(Data for this task begins)
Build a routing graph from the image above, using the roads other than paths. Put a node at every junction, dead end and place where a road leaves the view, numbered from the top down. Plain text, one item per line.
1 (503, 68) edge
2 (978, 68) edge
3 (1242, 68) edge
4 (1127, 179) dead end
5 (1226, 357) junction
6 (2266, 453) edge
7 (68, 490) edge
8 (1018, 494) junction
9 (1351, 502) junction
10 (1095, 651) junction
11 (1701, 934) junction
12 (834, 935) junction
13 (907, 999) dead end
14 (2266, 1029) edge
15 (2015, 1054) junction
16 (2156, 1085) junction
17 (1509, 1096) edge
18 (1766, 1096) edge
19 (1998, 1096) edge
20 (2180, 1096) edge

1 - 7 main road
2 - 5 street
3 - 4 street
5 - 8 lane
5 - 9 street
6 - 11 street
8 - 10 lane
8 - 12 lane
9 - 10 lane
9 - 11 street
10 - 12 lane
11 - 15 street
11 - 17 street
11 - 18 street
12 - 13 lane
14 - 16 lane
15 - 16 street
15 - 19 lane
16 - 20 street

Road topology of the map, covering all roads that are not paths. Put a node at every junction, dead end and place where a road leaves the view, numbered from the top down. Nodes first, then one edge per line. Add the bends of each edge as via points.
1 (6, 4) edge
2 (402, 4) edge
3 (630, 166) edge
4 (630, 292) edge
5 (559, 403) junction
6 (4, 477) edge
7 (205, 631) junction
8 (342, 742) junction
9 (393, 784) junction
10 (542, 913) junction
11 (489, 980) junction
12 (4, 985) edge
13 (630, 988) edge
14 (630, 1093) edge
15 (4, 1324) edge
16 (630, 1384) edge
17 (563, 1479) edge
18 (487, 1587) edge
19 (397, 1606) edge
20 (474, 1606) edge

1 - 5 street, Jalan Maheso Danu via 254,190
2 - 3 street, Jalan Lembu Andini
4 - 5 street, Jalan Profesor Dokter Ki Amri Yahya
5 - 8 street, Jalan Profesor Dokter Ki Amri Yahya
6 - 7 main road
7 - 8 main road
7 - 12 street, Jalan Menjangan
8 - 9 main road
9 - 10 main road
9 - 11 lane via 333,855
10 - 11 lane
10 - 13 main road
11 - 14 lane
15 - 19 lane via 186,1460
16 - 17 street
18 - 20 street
(Data for this task ends)
Repeat the data above. Change nothing.

Exercise solution:
Build a routing graph from the image above, using the roads other than paths. Put a node at every junction, dead end and place where a road leaves the view, numbered from the top down. Plain text, one item per line.
1 (503, 68) edge
2 (978, 68) edge
3 (1242, 68) edge
4 (1127, 179) dead end
5 (1226, 357) junction
6 (2266, 453) edge
7 (68, 490) edge
8 (1018, 494) junction
9 (1351, 502) junction
10 (1095, 651) junction
11 (1701, 934) junction
12 (834, 935) junction
13 (907, 999) dead end
14 (2266, 1029) edge
15 (2015, 1054) junction
16 (2156, 1085) junction
17 (1509, 1096) edge
18 (1766, 1096) edge
19 (1998, 1096) edge
20 (2180, 1096) edge

1 - 7 main road
2 - 5 street
3 - 4 street
5 - 8 lane
5 - 9 street
6 - 11 street
8 - 10 lane
8 - 12 lane
9 - 10 lane
9 - 11 street
10 - 12 lane
11 - 15 street
11 - 17 street
11 - 18 street
12 - 13 lane
14 - 16 lane
15 - 16 street
15 - 19 lane
16 - 20 street

Road topology of the map, covering all roads that are not paths. Put a node at every junction, dead end and place where a road leaves the view, numbered from the top down. Nodes first, then one edge per line. Add the bends of each edge as via points.
1 (6, 4) edge
2 (402, 4) edge
3 (630, 166) edge
4 (630, 292) edge
5 (559, 403) junction
6 (4, 477) edge
7 (205, 631) junction
8 (342, 742) junction
9 (393, 784) junction
10 (542, 913) junction
11 (489, 980) junction
12 (4, 985) edge
13 (630, 988) edge
14 (630, 1093) edge
15 (4, 1324) edge
16 (630, 1384) edge
17 (563, 1479) edge
18 (487, 1587) edge
19 (397, 1606) edge
20 (474, 1606) edge

1 - 5 street, Jalan Maheso Danu via 254,190
2 - 3 street, Jalan Lembu Andini
4 - 5 street, Jalan Profesor Dokter Ki Amri Yahya
5 - 8 street, Jalan Profesor Dokter Ki Amri Yahya
6 - 7 main road
7 - 8 main road
7 - 12 street, Jalan Menjangan
8 - 9 main road
9 - 10 main road
9 - 11 lane via 333,855
10 - 11 lane
10 - 13 main road
11 - 14 lane
15 - 19 lane via 186,1460
16 - 17 street
18 - 20 street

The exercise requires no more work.